Ruthenium nanoparticles supported on S-doped graphene as an efficient HER electrocatalyst

Abstract

The development of highly active HER catalysts is of great significance for the preparation of high-purity green hydrogen. Although Pt has the best catalytic activity for the hydrogen evolution reaction, its high price and scarcity greatly reduce its large-scale industrial application prospects. Herein, we applied a simple method to synthesize an efficient HER catalyst (Ru@SGO), and its performance is comparable to that of Pt/C. Graphene is used as the substrate to improve the conductivity of the material, and sulfur doping is used to improve the catalytic performance.
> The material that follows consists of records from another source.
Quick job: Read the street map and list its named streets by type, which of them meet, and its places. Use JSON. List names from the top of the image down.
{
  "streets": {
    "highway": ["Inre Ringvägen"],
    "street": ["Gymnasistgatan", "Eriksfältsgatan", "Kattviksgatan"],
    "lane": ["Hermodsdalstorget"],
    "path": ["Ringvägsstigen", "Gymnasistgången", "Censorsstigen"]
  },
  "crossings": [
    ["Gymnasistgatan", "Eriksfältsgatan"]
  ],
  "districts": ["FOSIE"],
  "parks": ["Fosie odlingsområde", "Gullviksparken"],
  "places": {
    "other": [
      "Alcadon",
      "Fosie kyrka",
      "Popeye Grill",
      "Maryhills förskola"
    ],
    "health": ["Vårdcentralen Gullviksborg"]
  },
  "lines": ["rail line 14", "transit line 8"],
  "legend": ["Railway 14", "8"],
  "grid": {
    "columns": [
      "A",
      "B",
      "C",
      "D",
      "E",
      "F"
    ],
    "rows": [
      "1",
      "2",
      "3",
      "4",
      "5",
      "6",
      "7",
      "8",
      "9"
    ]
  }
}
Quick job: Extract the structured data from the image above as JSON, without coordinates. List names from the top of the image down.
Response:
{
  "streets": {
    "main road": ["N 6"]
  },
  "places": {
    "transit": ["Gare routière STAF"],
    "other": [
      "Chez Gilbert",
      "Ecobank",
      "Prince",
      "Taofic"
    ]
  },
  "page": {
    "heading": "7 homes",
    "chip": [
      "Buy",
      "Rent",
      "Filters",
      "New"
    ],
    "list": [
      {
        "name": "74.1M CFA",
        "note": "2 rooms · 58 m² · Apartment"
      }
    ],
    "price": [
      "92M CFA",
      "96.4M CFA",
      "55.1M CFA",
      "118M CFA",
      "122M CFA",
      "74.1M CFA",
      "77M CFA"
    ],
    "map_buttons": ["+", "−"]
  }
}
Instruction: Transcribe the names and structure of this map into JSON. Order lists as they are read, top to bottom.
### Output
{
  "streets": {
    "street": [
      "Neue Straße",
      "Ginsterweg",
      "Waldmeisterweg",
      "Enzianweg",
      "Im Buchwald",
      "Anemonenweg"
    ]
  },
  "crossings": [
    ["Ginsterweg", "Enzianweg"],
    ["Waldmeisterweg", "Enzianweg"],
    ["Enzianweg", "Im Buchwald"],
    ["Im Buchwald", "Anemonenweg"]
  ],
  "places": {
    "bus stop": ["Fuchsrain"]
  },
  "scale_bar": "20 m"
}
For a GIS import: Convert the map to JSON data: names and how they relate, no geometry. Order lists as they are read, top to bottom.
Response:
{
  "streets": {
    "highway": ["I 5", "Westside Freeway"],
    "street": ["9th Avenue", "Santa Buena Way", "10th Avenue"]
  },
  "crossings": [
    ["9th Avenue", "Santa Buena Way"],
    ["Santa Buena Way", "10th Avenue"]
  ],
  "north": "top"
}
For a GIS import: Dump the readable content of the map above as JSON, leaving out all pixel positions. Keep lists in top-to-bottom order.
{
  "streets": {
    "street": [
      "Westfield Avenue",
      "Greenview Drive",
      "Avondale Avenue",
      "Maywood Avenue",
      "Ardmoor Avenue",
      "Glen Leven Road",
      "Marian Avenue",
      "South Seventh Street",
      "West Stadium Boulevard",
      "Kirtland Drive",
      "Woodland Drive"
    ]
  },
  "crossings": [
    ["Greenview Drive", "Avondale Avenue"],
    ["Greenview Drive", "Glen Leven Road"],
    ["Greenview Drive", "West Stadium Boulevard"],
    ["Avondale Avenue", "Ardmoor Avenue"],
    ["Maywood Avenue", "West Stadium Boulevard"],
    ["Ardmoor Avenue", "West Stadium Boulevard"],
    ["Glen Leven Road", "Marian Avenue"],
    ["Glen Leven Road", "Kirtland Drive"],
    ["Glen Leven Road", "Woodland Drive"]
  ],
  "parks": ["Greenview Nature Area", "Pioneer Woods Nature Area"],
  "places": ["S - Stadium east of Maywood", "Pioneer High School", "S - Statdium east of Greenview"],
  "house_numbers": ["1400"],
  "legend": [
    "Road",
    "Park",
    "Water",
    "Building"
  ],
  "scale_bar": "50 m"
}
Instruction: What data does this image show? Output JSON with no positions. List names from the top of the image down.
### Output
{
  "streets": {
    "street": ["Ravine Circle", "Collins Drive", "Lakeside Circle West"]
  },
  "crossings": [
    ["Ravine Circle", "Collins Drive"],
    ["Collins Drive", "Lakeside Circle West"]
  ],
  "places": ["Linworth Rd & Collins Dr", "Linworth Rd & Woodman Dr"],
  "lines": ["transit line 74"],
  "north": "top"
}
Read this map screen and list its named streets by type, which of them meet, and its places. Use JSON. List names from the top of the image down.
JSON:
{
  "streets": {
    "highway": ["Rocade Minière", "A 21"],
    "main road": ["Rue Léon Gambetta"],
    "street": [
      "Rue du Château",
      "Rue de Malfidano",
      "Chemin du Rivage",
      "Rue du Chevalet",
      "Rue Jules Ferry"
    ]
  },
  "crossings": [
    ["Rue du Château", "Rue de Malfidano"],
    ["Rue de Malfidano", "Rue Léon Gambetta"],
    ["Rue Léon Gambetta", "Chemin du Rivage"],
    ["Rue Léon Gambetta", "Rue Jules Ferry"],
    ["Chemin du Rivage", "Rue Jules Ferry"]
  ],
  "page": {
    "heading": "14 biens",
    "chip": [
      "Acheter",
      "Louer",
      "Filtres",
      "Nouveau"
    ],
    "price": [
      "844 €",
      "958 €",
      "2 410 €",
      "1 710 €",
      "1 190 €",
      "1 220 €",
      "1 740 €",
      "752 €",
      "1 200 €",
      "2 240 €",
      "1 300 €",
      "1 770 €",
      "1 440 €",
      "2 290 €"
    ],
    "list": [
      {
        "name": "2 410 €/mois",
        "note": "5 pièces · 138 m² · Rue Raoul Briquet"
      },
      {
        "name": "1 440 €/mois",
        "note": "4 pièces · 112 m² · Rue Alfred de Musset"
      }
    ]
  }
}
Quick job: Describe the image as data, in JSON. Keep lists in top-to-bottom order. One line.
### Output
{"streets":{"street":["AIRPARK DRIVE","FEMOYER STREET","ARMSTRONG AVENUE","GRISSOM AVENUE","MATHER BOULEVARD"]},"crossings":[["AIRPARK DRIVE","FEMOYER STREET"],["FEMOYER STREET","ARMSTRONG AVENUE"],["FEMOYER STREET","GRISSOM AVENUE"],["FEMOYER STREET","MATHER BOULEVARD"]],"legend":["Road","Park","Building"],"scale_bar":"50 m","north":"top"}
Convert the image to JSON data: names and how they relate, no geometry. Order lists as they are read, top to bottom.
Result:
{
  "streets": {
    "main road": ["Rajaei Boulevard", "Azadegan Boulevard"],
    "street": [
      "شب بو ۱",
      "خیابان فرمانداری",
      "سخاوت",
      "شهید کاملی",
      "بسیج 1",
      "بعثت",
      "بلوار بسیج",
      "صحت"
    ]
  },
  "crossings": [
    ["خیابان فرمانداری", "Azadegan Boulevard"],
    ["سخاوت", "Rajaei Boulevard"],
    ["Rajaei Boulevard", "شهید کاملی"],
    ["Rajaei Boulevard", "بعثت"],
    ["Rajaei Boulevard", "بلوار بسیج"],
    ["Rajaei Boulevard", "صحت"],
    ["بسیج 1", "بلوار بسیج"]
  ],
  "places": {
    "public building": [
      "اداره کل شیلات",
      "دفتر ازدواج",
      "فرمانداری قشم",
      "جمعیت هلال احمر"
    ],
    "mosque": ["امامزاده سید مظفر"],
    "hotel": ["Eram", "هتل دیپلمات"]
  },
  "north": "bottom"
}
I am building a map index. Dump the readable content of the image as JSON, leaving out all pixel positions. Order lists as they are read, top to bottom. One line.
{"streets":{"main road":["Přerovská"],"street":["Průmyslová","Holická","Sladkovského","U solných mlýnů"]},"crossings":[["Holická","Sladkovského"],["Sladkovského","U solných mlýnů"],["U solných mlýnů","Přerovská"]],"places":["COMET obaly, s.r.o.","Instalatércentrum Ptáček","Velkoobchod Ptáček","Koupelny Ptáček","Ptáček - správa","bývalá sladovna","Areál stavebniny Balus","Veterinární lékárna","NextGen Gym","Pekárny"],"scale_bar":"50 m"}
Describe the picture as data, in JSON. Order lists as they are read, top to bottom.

We treated graphene oxide with Lawesson reagent to obtain a sulfur-enriched graphene, then ruthenium nanoparticles were coated to obtain the efficient HER catalyst Ru@SGO. The results show that the high catalytic activity of Ru@SGO comes from ruthenium nanoparticles, and sulfur doping also plays an important role. For Ru@SGO, in 0.5 M H₂SO₄, the overpotential is 69 mV at 10 mA cm⁻² and the Tafel slope is only 52 mV dec⁻¹, which is higher than that of Ru@GO (96 mV, 79 mV dec⁻¹). In 1 M KOH, the overpotential is only 33 mV at 10 mA cm⁻² and the Tafel slope is only 56 mV dec⁻¹, which is also higher than that of Ru@GO (73 mV, 128 mV dec⁻¹). SCN⁻ poisoning experiments show that ruthenium nanoparticles play a decisive role in the catalytic performance of the HER. In addition, sulfur doping changes the charge distribution of graphene and effectively improves the intrinsic activity of the catalyst.